事件

警官が突然、遊女たちを刃物で襲った!「吉原遊廓巡査七人斬り事件」

金を積んでようやく会えた太夫に袖にされ、後に花魁を妖刀村正で斬り殺し…というのは歌舞伎の演目「籠釣瓶花街酔」の筋書きである。この演目は実際に江戸時代に起きた吉原での刃傷事件を題材に脚色して作られたものだ。
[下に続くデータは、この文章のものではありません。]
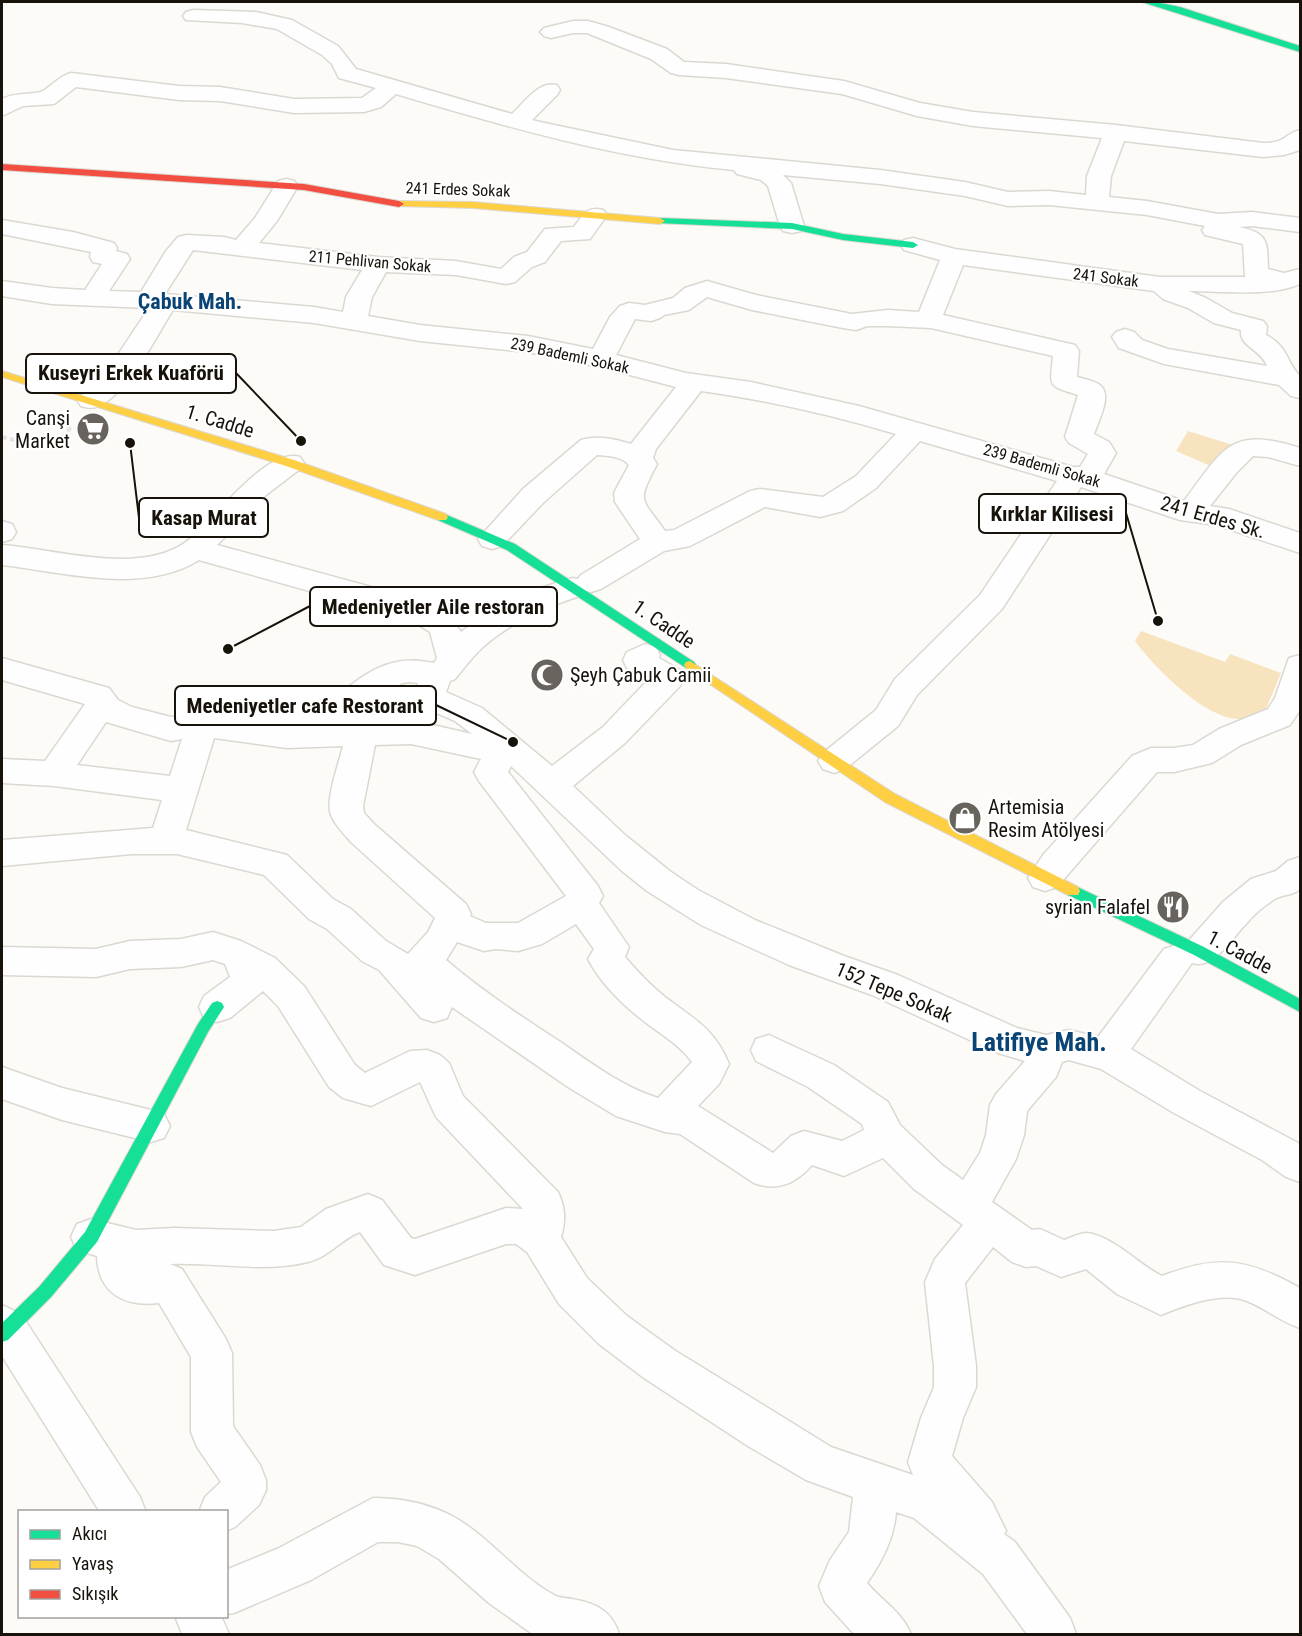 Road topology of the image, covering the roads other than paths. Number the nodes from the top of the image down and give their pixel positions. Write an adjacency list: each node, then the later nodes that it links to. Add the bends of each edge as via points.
1 (1146, 2): 4 (street)
2 (193, 16): 5 (street, via 260,17 292,26 331,49 347,73)
3 (551, 32): 9 (street, via 588,27 659,54 679,68 844,88 917,109 973,119)
4 (1300, 49)
5 (391, 87): 7 (street, via 364,105 294,106 220,94 71,80 46,99 12,100); 8 (street)
6 (549, 90): 8 (street)
7 (2, 109)
8 (516, 123): 11 (street)
9 (1116, 132): 10 (street, via 1278,150 1298,142); 14 (street, via 1099,176)
10 (1300, 137)
11 (715, 162): 14 (street, via 880,177 1008,199); 19 (street, via 769,175 779,183)
12 (2, 167): 13 (street, 241 Erdes Sokak)
13 (286, 186): 16 (street, 241 Erdes Sokak, via 380,202); 21 (street, via 265,221)
14 (1097, 203): 15 (street)
15 (1155, 210): 17 (street, via 1218,221 1252,219); 24 (street, via 1168,221 1249,236 1255,241 1256,274)
16 (595, 215): 19 (street, 241 Erdes Sokak); 23 (street, 211 Pehlivan Sokak, via 581,234 554,234 536,257 523,262 506,277 456,268)
17 (1300, 225)
18 (2, 226): 27 (street, via 105,248 102,257 118,259)
19 (792, 226): 20 (street, 241 Erdes Sokak)
20 (913, 245): 22 (street, 241 Sokak)
21 (243, 247): 23 (street, 211 Pehlivan Sokak); 28 (street, 211 Pehlivan Sokak, via 183,244)
22 (954, 256): 25 (street, 241 Sokak); 30 (street)
23 (378, 264): 29 (street, via 359,297)
24 (1295, 282): 25 (street, 241 Sokak)
25 (1160, 284): 35 (street, via 1172,294 1223,318 1254,326 1253,338 1266,345 1283,374)
26 (2, 289): 27 (street, 239 Bademli Sokak)
27 (92, 297): 28 (street, 239 Bademli Sokak)
28 (157, 301): 29 (street, 239 Bademli Sokak); 36 (street, via 115,380)
29 (354, 320): 32 (street, 239 Bademli Sokak, via 420,333 528,344)
30 (928, 320): 32 (street, via 888,318 856,322 707,289 694,293 680,305 656,308 651,313 629,311); 41 (street, via 1066,351 1064,382 1091,390 1092,399 1079,437 1102,453 1099,462)
31 (1125, 337): 35 (street, via 1133,346 1164,356)
32 (602, 359): 34 (street, 239 Bademli Sokak)
33 (2, 374): 36 (street, 1. Cadde)
34 (694, 382): 37 (street, 239 Bademli Sokak, via 827,406); 38 (street)
35 (1294, 384)
36 (90, 400): 40 (street, 1. Cadde)
37 (914, 431): 41 (street, 239 Bademli Sokak); 46 (street, via 866,482 833,504 820,508 760,498 680,539)
38 (640, 456): 44 (street, via 591,446); 46 (street, via 643,464 628,493 629,501)
39 (1300, 457): 43 (street, via 1260,447 1243,449)
40 (290, 463): 44 (street, 1. Cadde, via 415,506); 48 (street, via 256,489)
41 (1081, 477): 42 (street, 239 Bademli Sokak); 60 (street, via 991,602 906,687 887,718)
42 (1125, 490): 43 (street, 241 Erdes Sk.)
43 (1190, 513): 47 (street, 241 Erdes Sk., via 1219,516)
44 (492, 538): 49 (street, 1. Cadde)
45 (2, 539): 48 (street, via 126,570 171,564)
46 (657, 543): 49 (street)
47 (1300, 543)
48 (196, 548): 52 (street, via 431,616 447,631)
49 (582, 585): 52 (street, via 542,597 492,624); 60 (street, 1. Cadde, via 631,624)
50 (645, 655): 63 (street, via 638,660 669,678 614,735)
51 (1300, 666): 55 (street, via 1290,701)
52 (445, 667): 58 (street, via 395,673 345,705); 59 (street, 152 Tepe Sokak, via 429,697 469,714)
53 (2, 669): 54 (street, via 98,696)
54 (104, 702): 56 (street, via 106,708 123,716 171,729); 62 (street)
55 (1291, 720): 68 (street, via 1268,723 1230,737 1201,755 1151,760 1143,765)
56 (202, 725): 58 (street, via 287,736); 64 (street)
57 (362, 732): 58 (street); 59 (street, via 411,732); 70 (street, via 347,813 405,872 454,914)
58 (320, 734)
59 (509, 753): 63 (street, 152 Tepe Sokak); 69 (street, via 490,772 586,896)
60 (834, 761): 68 (street, 1. Cadde, via 924,817)
61 (2, 771): 62 (street)
62 (54, 774): 64 (street)
63 (551, 785): 79 (street, 152 Tepe Sokak, via 634,863 702,909 1011,1042)
64 (182, 790): 65 (street)
65 (166, 841): 66 (street); 74 (street, via 216,848 275,864 321,909 339,919 374,951)
66 (9, 856)
67 (1300, 870): 72 (street, via 1283,884 1263,889)
68 (1045, 878): 72 (street, 1. Cadde)
69 (581, 904): 70 (street, via 518,937 484,937 463,928); 82 (street, via 612,947 606,959 615,971 709,1055 711,1064 706,1073)
70 (448, 928): 74 (street)
71 (241, 955): 73 (street, via 213,946 182,953 130,955 96,963); 76 (street, via 251,978 249,983); 87 (street, via 263,969 291,996 342,1076 356,1087 371,1090 410,1067 428,1066 436,1074 449,1106 544,1204)
72 (1188, 955): 75 (street, 1. Cadde); 80 (street)
73 (2, 961)
74 (417, 970): 77 (street); 82 (street, via 629,1105)
75 (1300, 1006)
76 (218, 1007): 83 (street)
77 (434, 1007)
78 (769, 1050): 84 (street, via 820,1076 875,1113)
79 (1046, 1050): 80 (street, 152 Tepe Sokak, via 1069,1046); 86 (street, via 1043,1066 1009,1106 1005,1135)
80 (1106, 1055): 85 (street, 152 Tepe Sokak)
81 (3, 1087): 83 (street)
82 (665, 1116): 84 (street, via 688,1119 768,1171 786,1167 804,1148 844,1159)
83 (152, 1126): 88 (street)
84 (887, 1137): 86 (street, via 928,1177)
85 (1300, 1165)
86 (979, 1214): 89 (street, via 1026,1249 1040,1247 1061,1259 1086,1251 1161,1296 1191,1285 1243,1281); 94 (street, via 945,1282 955,1387 929,1462 977,1517)
87 (541, 1239): 88 (street, via 522,1226 506,1226 415,1257 398,1252 368,1212 340,1222 309,1244 274,1249 136,1248); 91 (street, via 573,1291 613,1330 659,1364 821,1465)
88 (103, 1240): 90 (street); 93 (street, via 129,1284 168,1282 210,1353 212,1432 246,1480 244,1490)
89 (1300, 1310)
90 (3, 1329): 92 (street)
91 (874, 1483): 94 (street, via 927,1501); 99 (street, via 874,1518 865,1548 841,1586)
92 (124, 1510)
93 (222, 1510)
94 (999, 1558): 100 (street)
95 (228, 1591): 98 (street, via 295,1564 373,1520 398,1520 423,1526 455,1544 547,1617 586,1624)
96 (198, 1618): 97 (street)
97 (206, 1635)
98 (597, 1635)
99 (888, 1635)
100 (1054, 1635)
そんな男と女の愛蔵渦巻く吉原で、明治時代に7人が殺害される事件が起きた。

事件が起きたのは1880(明治13)年7月23日の昼過ぎのこと。

吉原の江戸前二丁目「杉戸屋」に一人の若い男が人力車で乗り付けた。そして、着ているものを脱ぐと褌(ふんどし)一丁の姿になって「いつぞや受けた恥辱の仕返しだ」と叫ぶと、店の関係者や娼妓達を切りつけていったのである。

一人の娼妓が腕を切りつけられたものの、腕に噛み付いて武器の短刀を奪い、「人殺し」と叫びながら逃げた。やがて、騒ぎを聞きつけた巡査によって男が逮捕され、店の7人が殺害された事、そして犯人もまた巡査であった事が判明した。




犯人の徳永敏は酒が入ると豹変する男であり、過去に酒での失敗で兵庫県庁をクビになっていた。後に警官として復職したのだが、吉原に友人と共に出向いた際に泥酔して遊び倒し、所持金が足りなくなってしまう。

その場で店の者に罵倒され、足りない分を支払うために取り立て役の付け馬と共に宿舎へ帰ったのだが、士族としてのプライドが傷つけられた彼は、一旦付け馬を店に返すと職場を無断欠勤し、酔ったまま短刀を買い求めて血みどろの復讐劇を繰り広げたのだった。